Pour conclure sur cet aspect de la série et quoiqu'en disent les critiques, South Park me paraît utiliser, malgré des apparences trompeuses, une vulgarité habile et recherchée et affirmer une provocation qui en fait un des rares programmes regardables où aucune limite n'est apparente, parce que le choquant choque précisément là ou il le faut. Sincèrement, cette série est selon moi basée sur une alchimie brillante et difficilement reproductible : un mélange à la fois fin et populaire, un alliage d'esprit critique et d'incorrect, un cocktail défendu mais sans danger.


Sinon, tout comme les Simpson, la série doit une belle part de son succès à ses nombreux personnages secondaires.
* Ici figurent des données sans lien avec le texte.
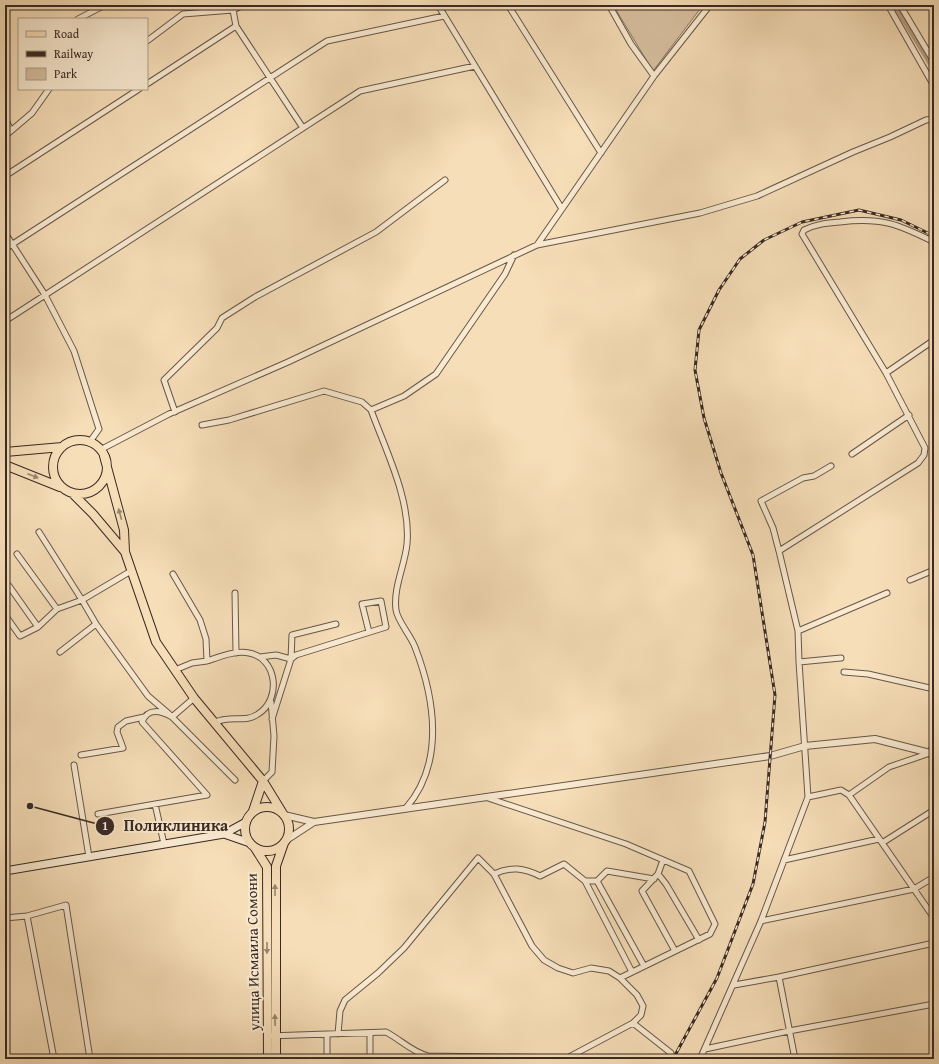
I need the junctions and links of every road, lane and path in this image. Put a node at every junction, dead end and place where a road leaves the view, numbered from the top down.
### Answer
1 (105, 5) edge
2 (243, 5) edge
3 (438, 5) edge
4 (508, 5) edge
5 (609, 5) edge
6 (710, 5) edge
7 (888, 5) edge
8 (900, 5) edge
9 (233, 10) junction
10 (444, 16) junction
11 (80, 18) edge
12 (236, 26) junction
13 (148, 40) edge
14 (931, 57) dead end
15 (474, 66) junction
16 (654, 76) junction
17 (270, 78) junction
18 (148, 83) edge
19 (934, 86) edge
20 (48, 90) edge
21 (137, 90) edge
22 (5, 118) edge
23 (934, 119) edge
24 (303, 128) junction
25 (11, 131) junction
26 (5, 136) edge
27 (600, 153) junction
28 (5, 176) edge
29 (445, 180) dead end
30 (562, 209) junction
31 (5, 233) edge
32 (934, 242) edge
33 (12, 244) junction
34 (537, 245) junction
35 (5, 249) edge
36 (514, 255) junction
37 (45, 295) junction
38 (5, 321) edge
39 (934, 340) edge
40 (886, 373) junction
41 (371, 410) junction
42 (175, 412) junction
43 (909, 415) junction
44 (202, 425) dead end
45 (90, 442) junction
46 (62, 447) junction
47 (5, 452) edge
48 (102, 453) junction
49 (852, 454) dead end
50 (5, 466) edge
51 (831, 466) dead end
52 (62, 487) junction
53 (72, 493) junction
54 (39, 532) dead end
55 (779, 551) junction
56 (125, 552) junction
57 (18, 554) dead end
58 (934, 570) edge
59 (131, 571) junction
60 (174, 574) dead end
61 (910, 580) dead end
62 (9, 586) dead end
63 (235, 593) dead end
64 (887, 593) dead end
65 (82, 600) junction
66 (57, 610) junction
67 (5, 615) edge
68 (96, 624) junction
69 (336, 624) dead end
70 (38, 627) junction
71 (798, 631) junction
72 (369, 632) junction
73 (60, 652) dead end
74 (236, 653) junction
75 (260, 657) junction
76 (841, 658) dead end
77 (291, 659) junction
78 (207, 661) junction
79 (799, 662) junction
80 (175, 670) junction
81 (844, 672) dead end
82 (934, 689) edge
83 (194, 698) junction
84 (271, 702) junction
85 (144, 717) junction
86 (172, 717) junction
87 (272, 719) junction
88 (214, 722) junction
89 (934, 743) edge
90 (805, 746) junction
91 (81, 755) dead end
92 (932, 756) edge
93 (74, 764) dead end
94 (235, 780) dead end
95 (263, 781) junction
96 (849, 795) junction
97 (484, 797) junction
98 (808, 797) junction
99 (156, 804) junction
100 (406, 808) junction
101 (934, 810) edge
102 (253, 811) junction
103 (98, 814) dead end
104 (283, 814) junction
105 (246, 822) junction
106 (314, 822) junction
107 (224, 834) junction
108 (881, 841) junction
109 (284, 842) junction
110 (164, 844) junction
111 (253, 845) junction
112 (89, 857) junction
113 (663, 860) junction
114 (784, 860) junction
115 (5, 871) edge
116 (494, 874) junction
117 (658, 874) junction
118 (934, 877) edge
119 (654, 879) junction
120 (585, 881) junction
121 (597, 881) junction
122 (914, 889) junction
123 (27, 916) junction
124 (5, 918) edge
125 (934, 918) edge
126 (761, 921) junction
127 (699, 940) junction
128 (934, 943) edge
129 (675, 951) junction
130 (644, 966) junction
131 (632, 972) junction
132 (779, 977) junction
133 (620, 978) junction
134 (734, 985) junction
135 (934, 1004) edge
136 (633, 1023) junction
137 (789, 1031) junction
138 (370, 1033) junction
139 (327, 1034) junction
140 (338, 1034) junction
141 (272, 1036) junction
142 (705, 1049) junction
143 (417, 1053) junction
144 (571, 1058) edge
145 (54, 1059) edge
146 (90, 1059) edge
147 (268, 1059) edge
148 (276, 1059) edge
149 (327, 1059) edge
150 (370, 1059) edge
151 (422, 1059) edge
152 (669, 1059) edge
153 (700, 1059) edge
154 (795, 1059) edge

1 - 11 street
2 - 9 street
3 - 10 street
4 - 27 street
5 - 16 street
6 - 16 street
7 - 19 street
8 - 14 street
9 - 12 street
9 - 13 street
10 - 15 street
10 - 17 street
12 - 17 street
12 - 18 street
15 - 24 street
15 - 30 street
16 - 27 street
17 - 24 street
17 - 33 street
20 - 25 street
21 - 28 street
22 - 25 street
23 - 34 street
24 - 37 street
25 - 26 street
27 - 30 street
29 - 42 street
30 - 34 street
31 - 33 street
32 - 40 street
33 - 35 street
33 - 37 street
34 - 36 street
36 - 41 street
36 - 42 street
37 - 38 street
37 - 45 street
39 - 40 street
40 - 43 street
41 - 44 street
41 - 100 street
42 - 48 street
43 - 49 street
43 - 55 street
45 - 46 main road
45 - 48 main road
46 - 47 main road
46 - 52 main road
48 - 53 main road
56 -> 48 main road
50 -> 52 main road
51 - 55 street
52 - 53 main road
53 - 56 main road
54 - 65 street
55 - 71 street
56 - 59 main road
57 - 66 street
58 - 61 street
59 - 65 street
59 - 80 main road
60 - 78 street
62 - 70 street
63 - 74 street
64 - 71 street
65 - 66 street
65 - 68 street
66 - 70 street
67 - 70 street
68 - 73 street
68 - 86 street
69 - 77 street
71 - 79 street
72 - 72 street
72 - 77 street
74 - 75 street
74 - 78 street
75 - 77 street
75 - 84 street
76 - 79 street
77 - 87 street
78 - 80 street
79 - 90 street
80 - 83 main road
81 - 82 street
83 - 86 street
83 - 88 main road
84 - 87 street
84 - 88 street
85 - 86 street
85 - 91 street
85 - 99 street
86 - 94 street
87 - 95 street
88 - 95 main road
89 - 92 street
90 - 92 street
90 - 97 street
90 - 98 street
92 - 96 street
93 - 112 street
95 - 102 main road
95 - 104 main road
96 - 98 street
96 - 108 street
97 - 100 street
97 - 113 street
98 - 114 street
99 - 103 street
99 - 110 street
100 - 106 street
101 - 108 street
102 - 104 main road
102 - 105 main road
104 - 106 street
104 - 109 main road
105 - 107 main road
105 - 111 main road
106 - 109 street
107 - 110 main road
107 - 111 main road
108 - 114 street
108 - 122 street
109 - 111 main road
141 -> 109 main road
110 - 112 main road
111 -> 141 main road, улица Исмаила Сомони
112 - 115 main road
113 - 117 street
113 - 127 street
114 - 126 street
116 - 120 street
116 - 133 street
116 - 140 street
117 - 119 street
117 - 127 street
118 - 122 street
119 - 121 street
119 - 129 street
120 - 121 street
120 - 131 street
121 - 130 street
122 - 125 street
122 - 126 street
123 - 124 street
123 - 145 street
123 - 146 street
126 - 134 street
127 - 129 street
128 - 132 street
129 - 130 street
130 - 131 street
131 - 133 street
132 - 134 street
132 - 137 street
133 - 136 street
134 - 142 street
135 - 137 street
136 - 144 street
136 - 152 street
137 - 142 street
137 - 154 street
138 - 140 street
138 - 143 street
138 - 150 street
139 - 140 street
139 - 141 street
139 - 149 street
141 - 147 main road, улица Исмаила Сомони
141 - 148 main road
142 - 153 street
143 - 144 street
143 - 151 street

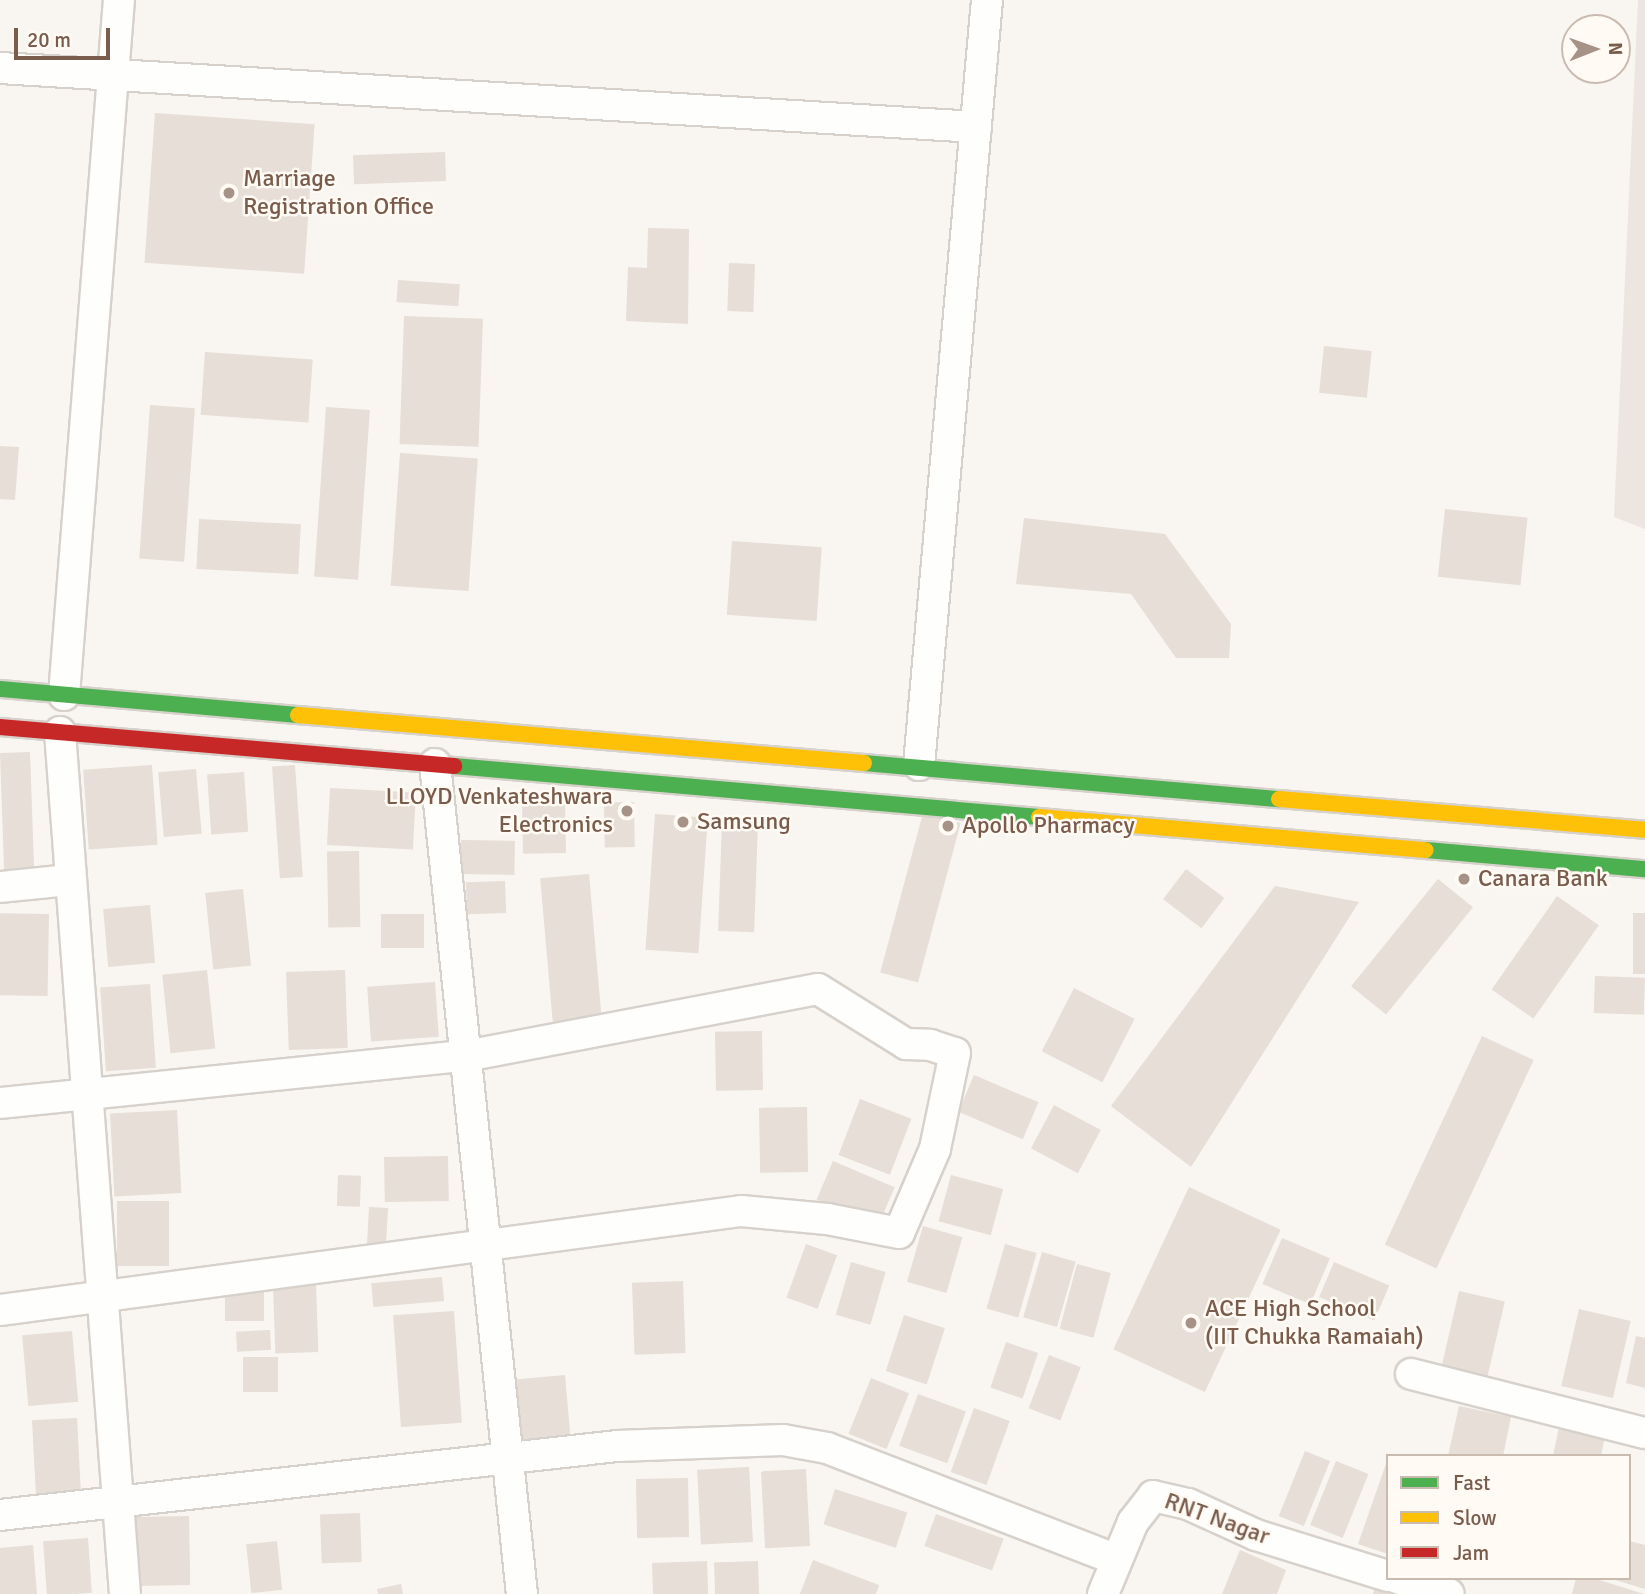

On peut les voir (presque) tous en arrière plan sur le poster du début de l'article. Il faut dire qu'il sont plutôt savoureux : M. Garrison, professeur inconséquent et pervers de la classe des enfants, qui tire toutes ses leçons de séries télévisées. Il a été consécutivement homosexuel, hétéro, lesbienne (il change de sexe deux fois dans la série) et paraît d'autant plus perdu et déphasé avec la réalité que ses élèves eux-mêmes. Il s'encanaille de temps en temps avec M. Esclave, autre homosexuel tordant qui ne fait que prononcer son éternelle réplique "Seigneur Dieu!' sur un ton efféminé. Garrison est caustique et accumule toutes les tares, ce qui fait de lui un caractère jouissif et immanquable de la série. Par ailleurs, il y a bien évidemment l'ineffable M. Mackey, conseiller pédagogique de l'école qui n'a jamais vraiment aidé personne, possédant une tête énorme due à une cravate trop serrée, il ponctue ses phrases de "m'kay", tic langagier légendaire du comique de répétition. Randy Marsh, père de Stan, est excellent aussi : il est normalement un géologue très sérieux, mais il se laisse toujours entraîner dans des lubies qui menacent l'ordre de la famille. De même, Butters, personnages faire-valoir devant l'éternel, est aussi très important à la série. C'est le seul enfant qui soit encore véritablement un enfant : il est naïf, poli, possède des parents tyranniques, (son père le punit tout le temps, avec sa célèbre réplique "Butters ! You are grounded, young man!...") se fait constamment charrier par ses camarades et Cartman en particulier, enfoiré intemporel avec lui. Un personnage capital au début de la série était Chef : cet afro-américain cuisinier de l'école aidait toujours les enfants avec ses musiques en improvisation. Mais il ne faut pas non plus oublier Jimbo & Ned, caricatures de rednecks notoires, Madame le maire et ses mœurs étranges, ou la mère de Cartman, nymphomane de renom. Vous pouvez donc remarquer la diversité des personnages et leur hilarant potentiel.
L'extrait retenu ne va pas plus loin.